Start of Record set

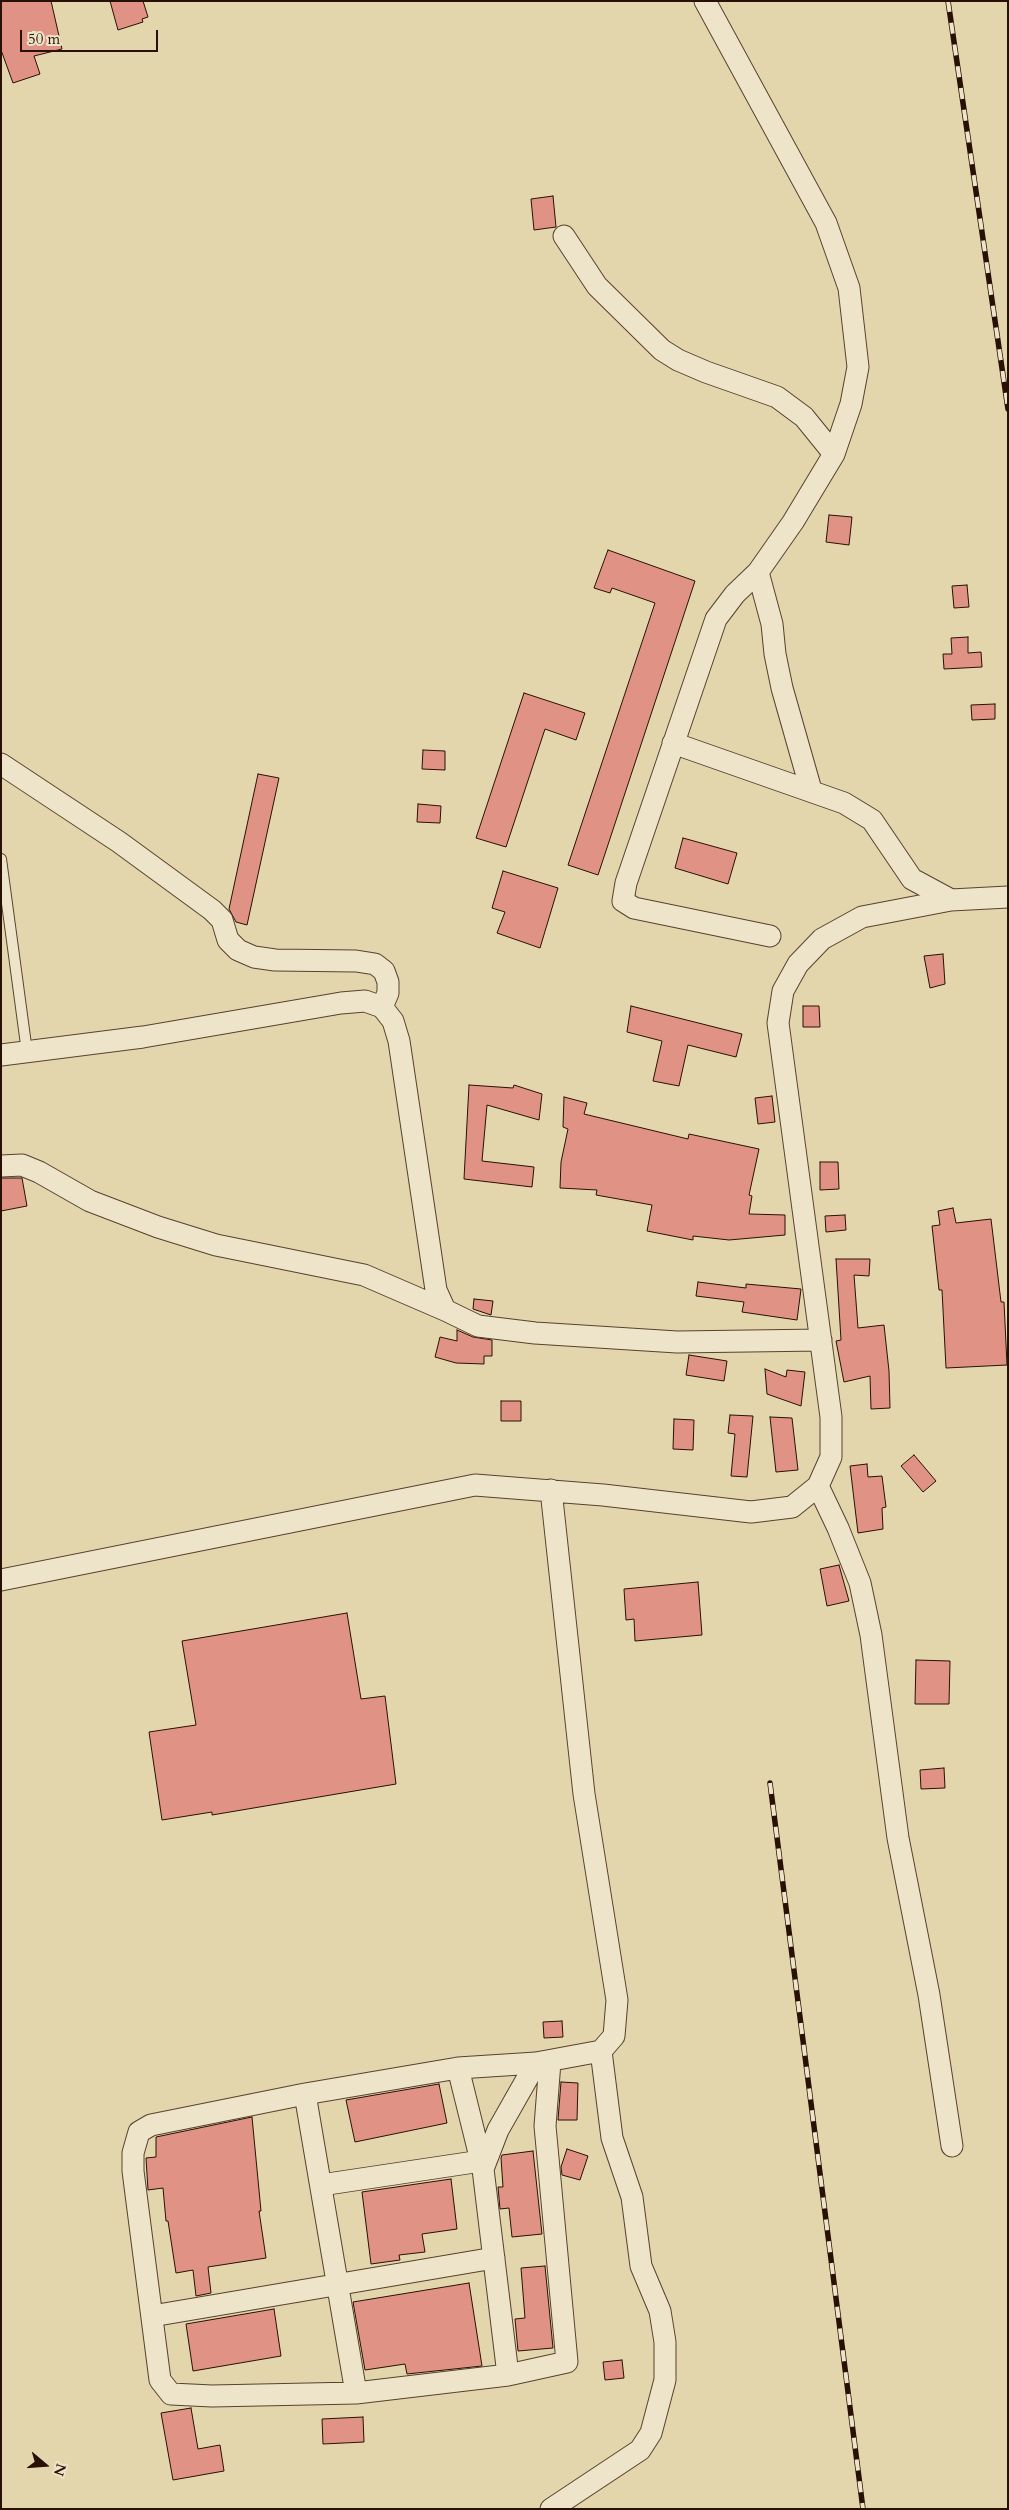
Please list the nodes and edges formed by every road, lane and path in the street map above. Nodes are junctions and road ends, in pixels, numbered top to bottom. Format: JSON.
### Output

End of Record set
Start of Record set

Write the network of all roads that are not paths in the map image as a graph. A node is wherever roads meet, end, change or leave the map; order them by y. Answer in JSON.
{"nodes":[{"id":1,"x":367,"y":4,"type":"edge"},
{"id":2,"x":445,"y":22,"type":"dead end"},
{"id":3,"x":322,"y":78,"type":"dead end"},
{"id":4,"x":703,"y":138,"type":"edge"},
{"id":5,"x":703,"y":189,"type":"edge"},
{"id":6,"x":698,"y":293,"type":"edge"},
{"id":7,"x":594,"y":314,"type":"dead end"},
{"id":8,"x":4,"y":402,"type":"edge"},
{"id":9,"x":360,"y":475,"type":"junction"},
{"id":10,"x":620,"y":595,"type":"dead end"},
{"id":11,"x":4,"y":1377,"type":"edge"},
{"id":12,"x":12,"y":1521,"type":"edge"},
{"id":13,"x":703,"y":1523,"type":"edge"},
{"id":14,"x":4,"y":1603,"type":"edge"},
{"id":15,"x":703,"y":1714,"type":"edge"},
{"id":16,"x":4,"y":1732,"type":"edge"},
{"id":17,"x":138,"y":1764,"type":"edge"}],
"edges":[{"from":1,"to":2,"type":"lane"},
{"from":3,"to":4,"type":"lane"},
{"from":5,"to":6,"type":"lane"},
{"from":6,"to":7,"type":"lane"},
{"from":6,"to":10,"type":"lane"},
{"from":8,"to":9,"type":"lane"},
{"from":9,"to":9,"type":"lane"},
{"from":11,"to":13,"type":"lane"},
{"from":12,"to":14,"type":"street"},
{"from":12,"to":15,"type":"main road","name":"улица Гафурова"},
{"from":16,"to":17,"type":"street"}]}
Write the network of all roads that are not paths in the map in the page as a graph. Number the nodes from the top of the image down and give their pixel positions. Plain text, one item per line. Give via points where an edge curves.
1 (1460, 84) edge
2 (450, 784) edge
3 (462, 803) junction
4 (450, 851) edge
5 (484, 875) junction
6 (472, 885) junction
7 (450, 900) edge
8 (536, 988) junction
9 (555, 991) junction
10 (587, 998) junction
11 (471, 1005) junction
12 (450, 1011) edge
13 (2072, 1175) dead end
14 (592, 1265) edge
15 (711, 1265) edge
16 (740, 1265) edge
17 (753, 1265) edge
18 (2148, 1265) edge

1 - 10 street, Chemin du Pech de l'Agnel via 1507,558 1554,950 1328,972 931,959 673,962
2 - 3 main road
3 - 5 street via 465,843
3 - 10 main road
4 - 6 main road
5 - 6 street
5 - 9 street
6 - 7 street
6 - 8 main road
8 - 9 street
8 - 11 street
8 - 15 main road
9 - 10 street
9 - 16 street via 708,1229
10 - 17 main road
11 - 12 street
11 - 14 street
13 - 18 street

End of Record set
Start of Record set

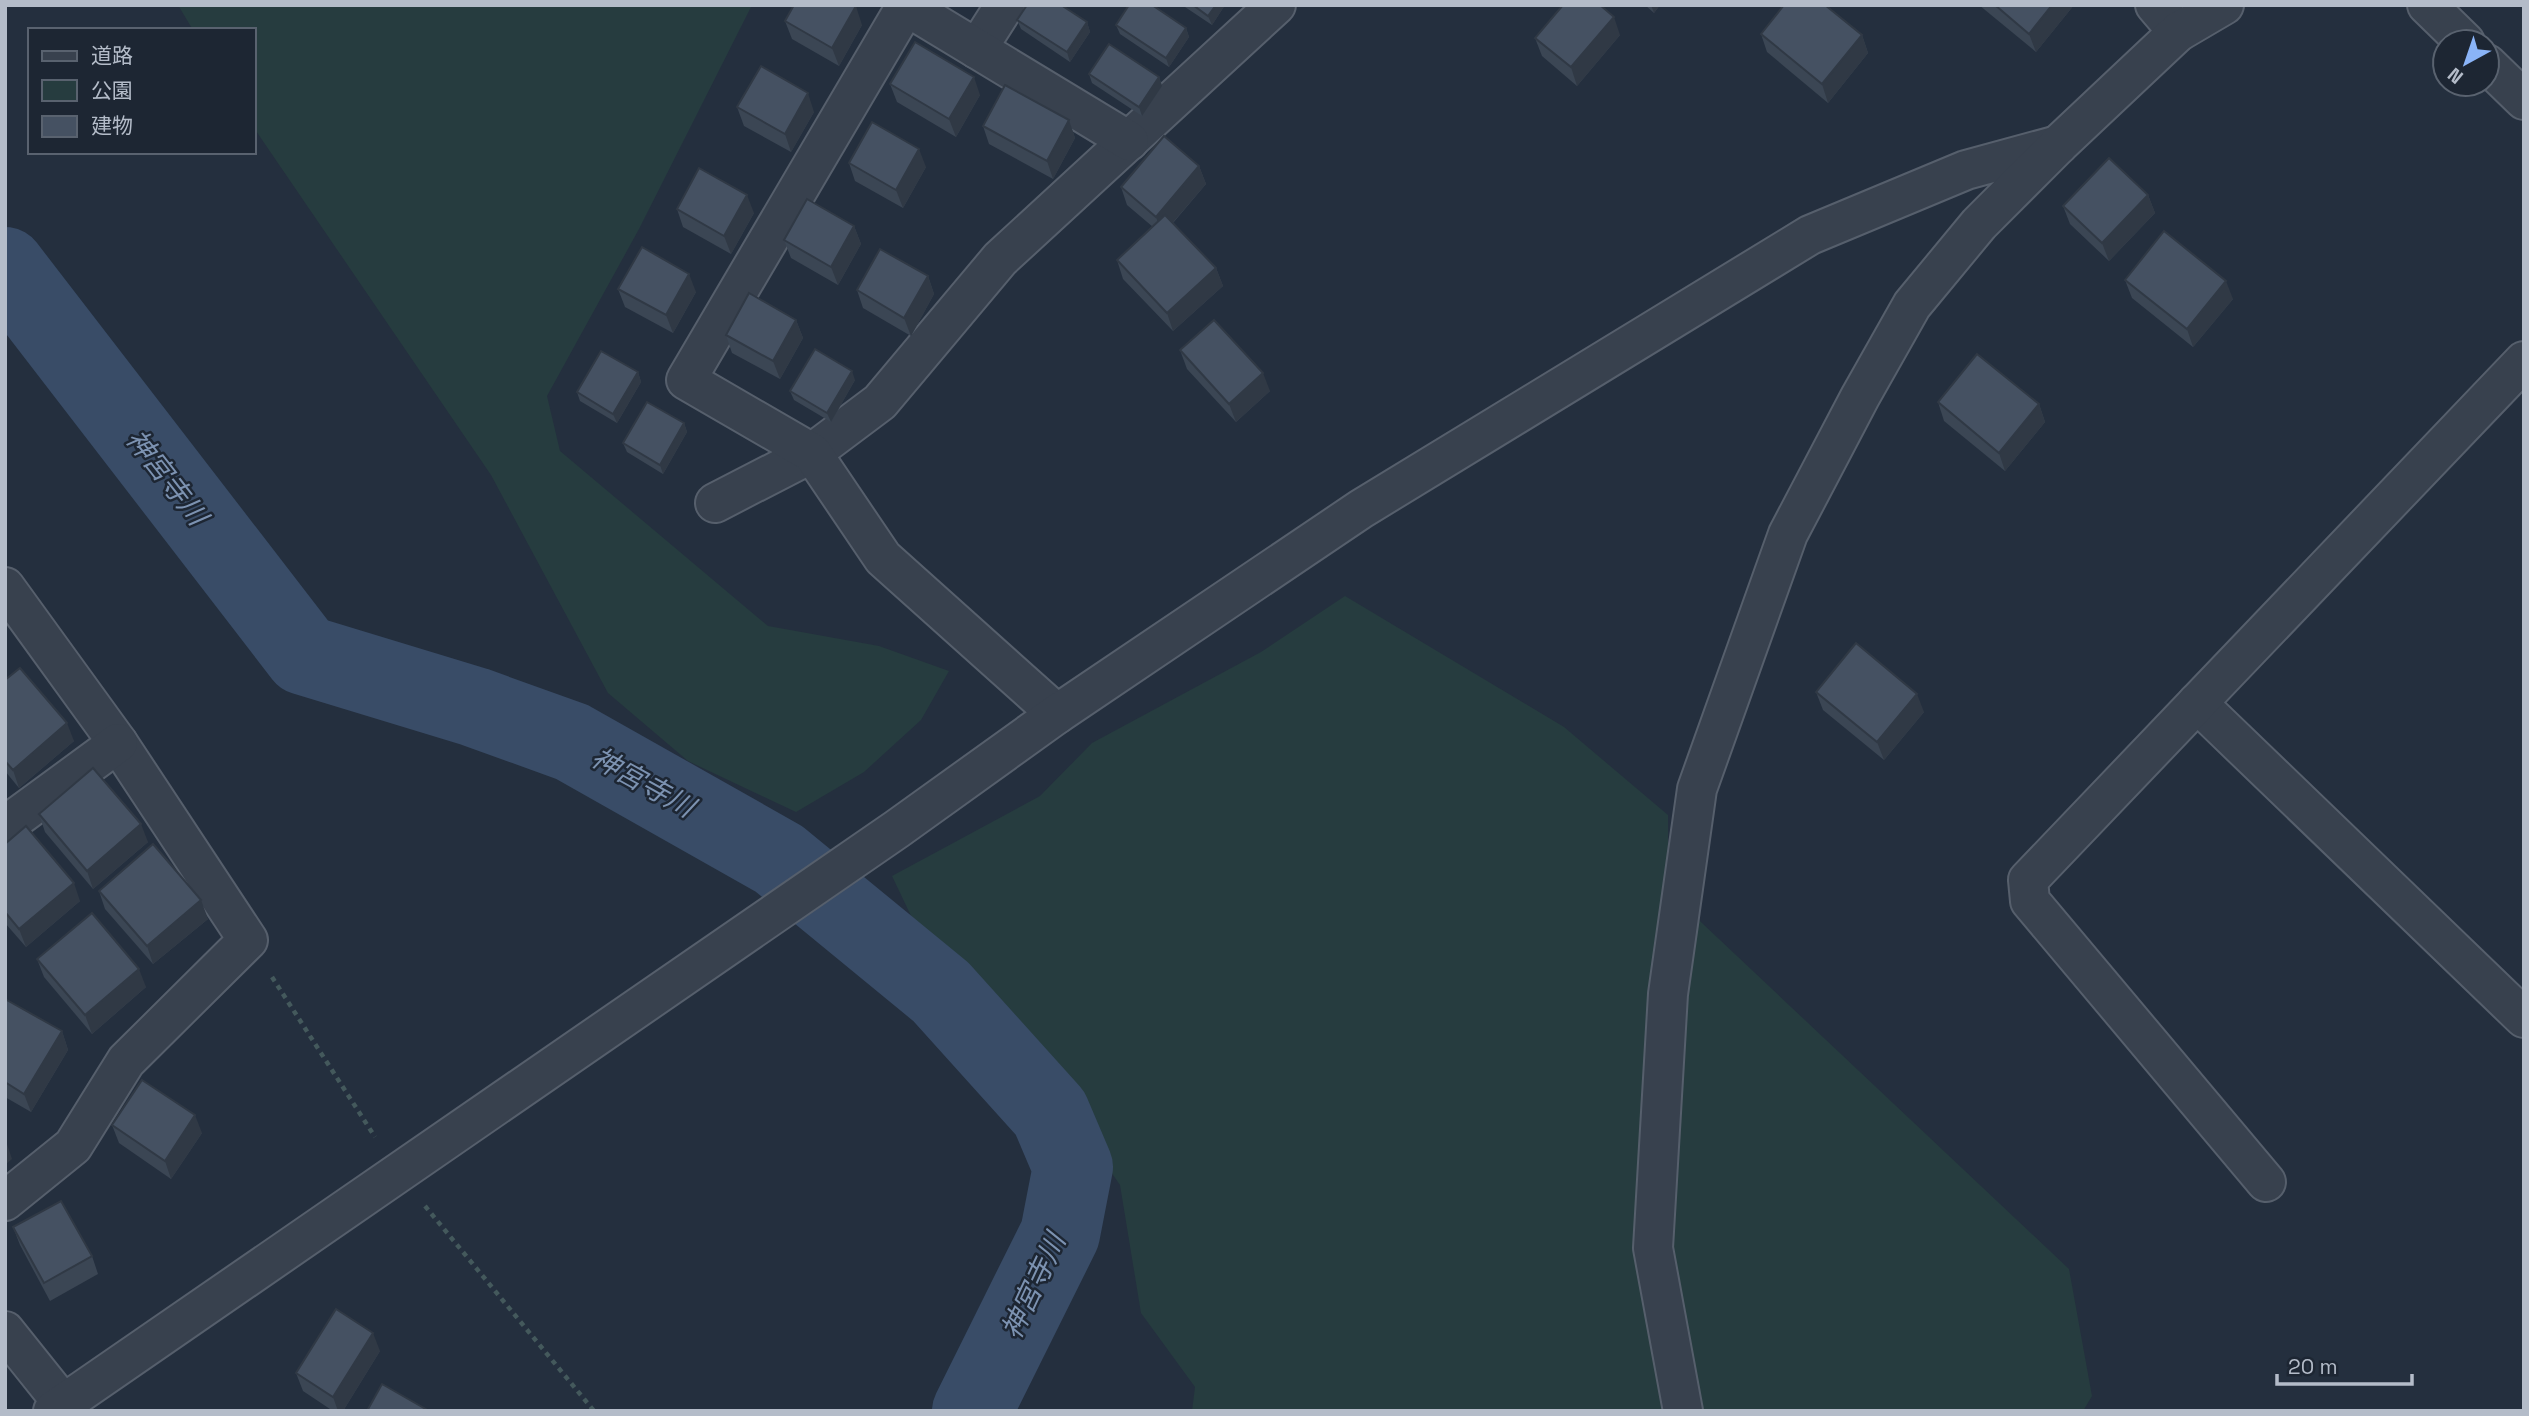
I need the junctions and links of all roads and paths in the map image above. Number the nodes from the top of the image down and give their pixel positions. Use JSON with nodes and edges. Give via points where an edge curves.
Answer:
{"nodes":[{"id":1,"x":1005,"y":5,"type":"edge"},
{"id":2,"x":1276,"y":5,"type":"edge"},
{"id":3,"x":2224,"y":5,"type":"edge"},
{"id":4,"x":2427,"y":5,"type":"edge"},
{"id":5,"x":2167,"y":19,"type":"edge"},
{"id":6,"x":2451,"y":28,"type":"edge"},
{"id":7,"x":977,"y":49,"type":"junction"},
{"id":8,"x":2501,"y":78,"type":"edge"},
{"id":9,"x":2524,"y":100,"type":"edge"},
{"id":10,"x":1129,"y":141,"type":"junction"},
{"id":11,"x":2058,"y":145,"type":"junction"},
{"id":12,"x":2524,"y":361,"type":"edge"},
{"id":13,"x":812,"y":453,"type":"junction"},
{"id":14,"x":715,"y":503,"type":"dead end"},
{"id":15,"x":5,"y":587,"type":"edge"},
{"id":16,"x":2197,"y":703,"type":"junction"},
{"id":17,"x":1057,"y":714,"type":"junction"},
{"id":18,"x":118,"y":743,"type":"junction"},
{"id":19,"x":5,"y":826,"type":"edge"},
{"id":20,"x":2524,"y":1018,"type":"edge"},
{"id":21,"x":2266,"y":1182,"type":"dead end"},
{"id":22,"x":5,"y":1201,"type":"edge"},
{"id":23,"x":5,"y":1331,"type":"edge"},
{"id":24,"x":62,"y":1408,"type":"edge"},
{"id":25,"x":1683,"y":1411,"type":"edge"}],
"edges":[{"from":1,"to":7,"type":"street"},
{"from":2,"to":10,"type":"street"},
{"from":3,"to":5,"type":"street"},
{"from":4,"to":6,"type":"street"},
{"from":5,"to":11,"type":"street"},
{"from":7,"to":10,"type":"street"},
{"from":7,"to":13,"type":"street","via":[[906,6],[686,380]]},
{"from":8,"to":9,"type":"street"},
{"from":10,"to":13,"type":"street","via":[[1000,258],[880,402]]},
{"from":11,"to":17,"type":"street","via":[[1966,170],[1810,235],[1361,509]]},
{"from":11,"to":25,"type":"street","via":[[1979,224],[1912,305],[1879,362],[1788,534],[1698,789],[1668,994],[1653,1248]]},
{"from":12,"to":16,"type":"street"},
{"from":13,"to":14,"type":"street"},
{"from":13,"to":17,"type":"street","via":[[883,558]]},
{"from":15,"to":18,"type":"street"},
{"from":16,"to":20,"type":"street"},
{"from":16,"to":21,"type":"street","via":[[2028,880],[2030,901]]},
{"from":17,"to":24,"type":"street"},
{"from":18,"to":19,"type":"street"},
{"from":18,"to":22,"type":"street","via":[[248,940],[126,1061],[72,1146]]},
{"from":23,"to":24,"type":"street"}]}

End of Record set

Problem requirements:
Whenever the string "above" turns up in a line of the data, copy that line.

Task answer:
Please list the nodes and edges formed by every road, lane and path in the street map above. Nodes are junctions and road ends, in pixels, numbered top to bottom. Format: JSON.
I need the junctions and links of all roads and paths in the map image above. Number the nodes from the top of the image down and give their pixel positions. Use JSON with nodes and edges. Give via points where an edge curves.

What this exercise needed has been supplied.